From the high street (the only street) you turn into a little gate, and then walk down a path of brick with a narrow flower border on either side, and vegetables beyond.  The cottage is white, with lace curtains and brick floors, without carpets, like all French cottages.  The walls have endless pictures of saints and things, with occasional crucifixes and school certificates and faded photographs of people in stiff dresses and crimped hair.

Out at the back more kitchen-garden with some fruit-trees.

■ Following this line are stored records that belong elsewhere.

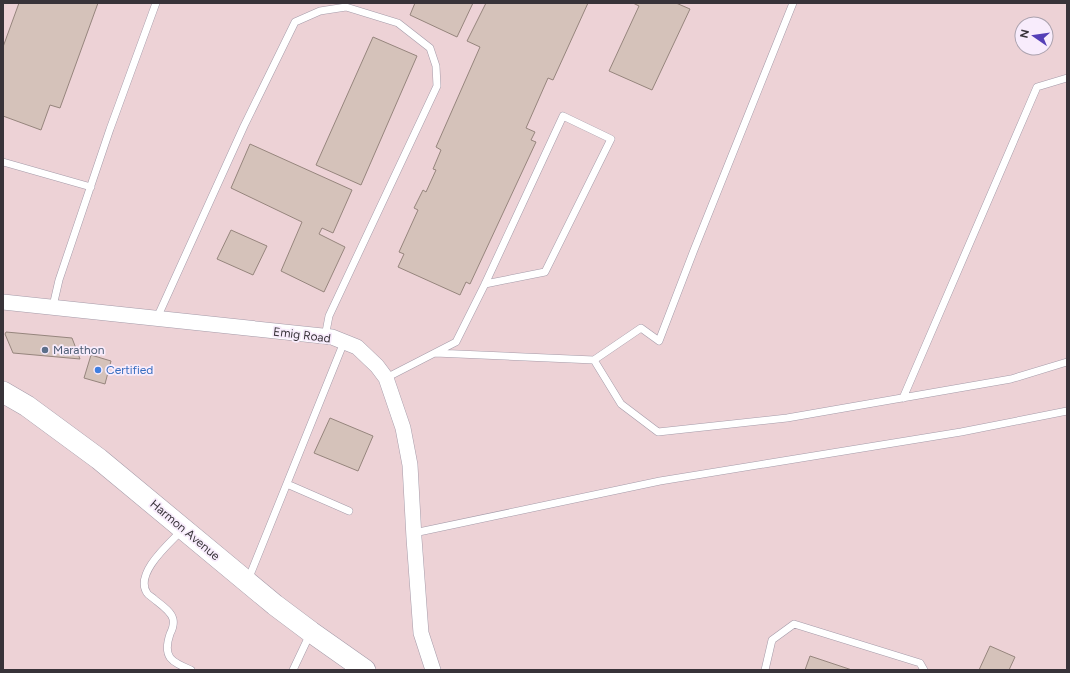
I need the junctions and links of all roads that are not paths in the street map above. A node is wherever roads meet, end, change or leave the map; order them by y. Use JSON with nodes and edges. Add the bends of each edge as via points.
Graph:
{"nodes":[{"id":1,"x":156,"y":3,"type":"edge"},
{"id":2,"x":793,"y":3,"type":"edge"},
{"id":3,"x":1067,"y":78,"type":"edge"},
{"id":4,"x":3,"y":162,"type":"edge"},
{"id":5,"x":91,"y":187,"type":"junction"},
{"id":6,"x":485,"y":284,"type":"junction"},
{"id":7,"x":3,"y":302,"type":"edge"},
{"id":8,"x":53,"y":306,"type":"junction"},
{"id":9,"x":157,"y":318,"type":"junction"},
{"id":10,"x":325,"y":337,"type":"junction"},
{"id":11,"x":344,"y":342,"type":"junction"},
{"id":12,"x":435,"y":353,"type":"junction"},
{"id":13,"x":594,"y":360,"type":"junction"},
{"id":14,"x":1067,"y":362,"type":"edge"},
{"id":15,"x":386,"y":378,"type":"junction"},
{"id":16,"x":3,"y":392,"type":"edge"},
{"id":17,"x":903,"y":398,"type":"junction"},
{"id":18,"x":1067,"y":411,"type":"edge"},
{"id":19,"x":287,"y":484,"type":"junction"},
{"id":20,"x":349,"y":511,"type":"dead end"},
{"id":21,"x":183,"y":529,"type":"junction"},
{"id":22,"x":414,"y":533,"type":"junction"},
{"id":23,"x":247,"y":582,"type":"junction"},
{"id":24,"x":311,"y":632,"type":"junction"},
{"id":25,"x":191,"y":670,"type":"edge"},
{"id":26,"x":293,"y":670,"type":"edge"},
{"id":27,"x":366,"y":670,"type":"edge"},
{"id":28,"x":433,"y":670,"type":"edge"},
{"id":29,"x":765,"y":670,"type":"edge"},
{"id":30,"x":924,"y":670,"type":"edge"}],
"edges":[{"from":1,"to":5,"type":"lane"},
{"from":2,"to":13,"type":"lane","via":[[659,342],[641,328]]},
{"from":3,"to":17,"type":"lane","via":[[1037,87]]},
{"from":4,"to":5,"type":"lane"},
{"from":5,"to":8,"type":"lane","via":[[59,280]]},
{"from":6,"to":6,"type":"lane","via":[[545,272],[611,139],[563,116]]},
{"from":6,"to":12,"type":"lane","via":[[456,342]]},
{"from":7,"to":8,"type":"street","name":"Emig Road"},
{"from":8,"to":9,"type":"street","name":"Emig Road"},
{"from":9,"to":10,"type":"street","name":"Emig Road"},
{"from":9,"to":10,"type":"lane","via":[[244,126],[295,22],[320,11],[346,7],[398,23],[430,48],[436,66],[437,86],[330,316]]},
{"from":10,"to":11,"type":"street","name":"Emig Road"},
{"from":11,"to":15,"type":"street","name":"Emig Road","via":[[357,347]]},
{"from":11,"to":19,"type":"lane"},
{"from":12,"to":13,"type":"lane"},
{"from":12,"to":15,"type":"lane"},
{"from":13,"to":17,"type":"lane","via":[[621,404],[658,432],[786,418]]},
{"from":14,"to":17,"type":"lane","via":[[1012,379]]},
{"from":15,"to":22,"type":"street","name":"Emig Road","via":[[402,428],[410,466]]},
{"from":16,"to":21,"type":"main road","name":"Harmon Avenue","via":[[27,406],[99,460]]},
{"from":18,"to":22,"type":"lane","via":[[960,432],[660,481]]},
{"from":19,"to":20,"type":"lane"},
{"from":19,"to":23,"type":"lane"},
{"from":21,"to":23,"type":"main road","name":"Harmon Avenue"},
{"from":21,"to":25,"type":"lane","via":[[149,567],[144,582],[147,593],[166,608],[173,619],[167,643],[169,657],[174,663]]},
{"from":22,"to":28,"type":"street","name":"Emig Road","via":[[421,632]]},
{"from":23,"to":24,"type":"main road","name":"Harmon Avenue"},
{"from":24,"to":26,"type":"lane"},
{"from":24,"to":27,"type":"main road","name":"Harmon Avenue"},
{"from":29,"to":30,"type":"lane","via":[[772,640],[794,624],[920,663]]}]}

Altogether quite a charming little place.  Dusty and rather flat open country intersected by deepish valleys, not unlike the Cirencester road if you removed all the woods, or nearly all.  We don’t, of course, know what we are going to do now.

July 23.

Things is curiouser and curiouser.  In all haste we got ready to move.  We then moved like tortoises.  I rode over to ——­ yesterday.  Cavalry all over the place like locusts.  And, lawks! what a din!  Guns in a violent paroxysm of rage.  Aeroplanes wandering about in the sky, purring like angry panthers, all yellow in the sunlight.  And all day and night more dusty men and dusty horses and dusty lorries and dusty guns coming and going, coming and going.

The other squadron at last quite close to us.  Long talks with Dennis.  He’s had an exciting time, and was under orders for a most hair-raising job, which didn’t come off owing to Fritz’s tiresome habit of doing the unexpected.  Horrors!  The General has been trying Swallow.  I fear he may steal him.  Of course he has every right to any horse in the regiment, but it is quite difficult to smile.  Swallow is, unfortunately, even more showy than Rinaldo was; but he shied at a goat, bless him, and I think that may just turn the scale.  I shall now proceed to train Swallow to shy at every blade of grass, every grain of sand.  Long live that goat!  We are still “standing by.”  It is a wearing existence.  I bathed yesterday in a well-known river.  So beautiful and willowy.

July 28.

[Sidenote:  A BATH]

Temperature 100,000 deg.!  And I am lying on a bed in a wee cottage, very, very dusty and dirty.  Hale, however, is going to bring some water from the pump, and, oh Jerusalem, won’t it be heavenly—­a bath!  All these things off, and lovely clean things on, and lovely coffee to drink when that’s done.  I wouldn’t change the prospects of the next half-hour for all the pearls and peacocks of Araby—­no, not if you offered me the Peace of Europe!  Europe be blowed!  I want my bath.

You see, it’s like this:  The corps H.Q. moved to a different area some days ago, preceded by us.  Everything in the area left in an utterly unorganized, uncatalogued condition.  We have to tear round and find out where the various divisions can go.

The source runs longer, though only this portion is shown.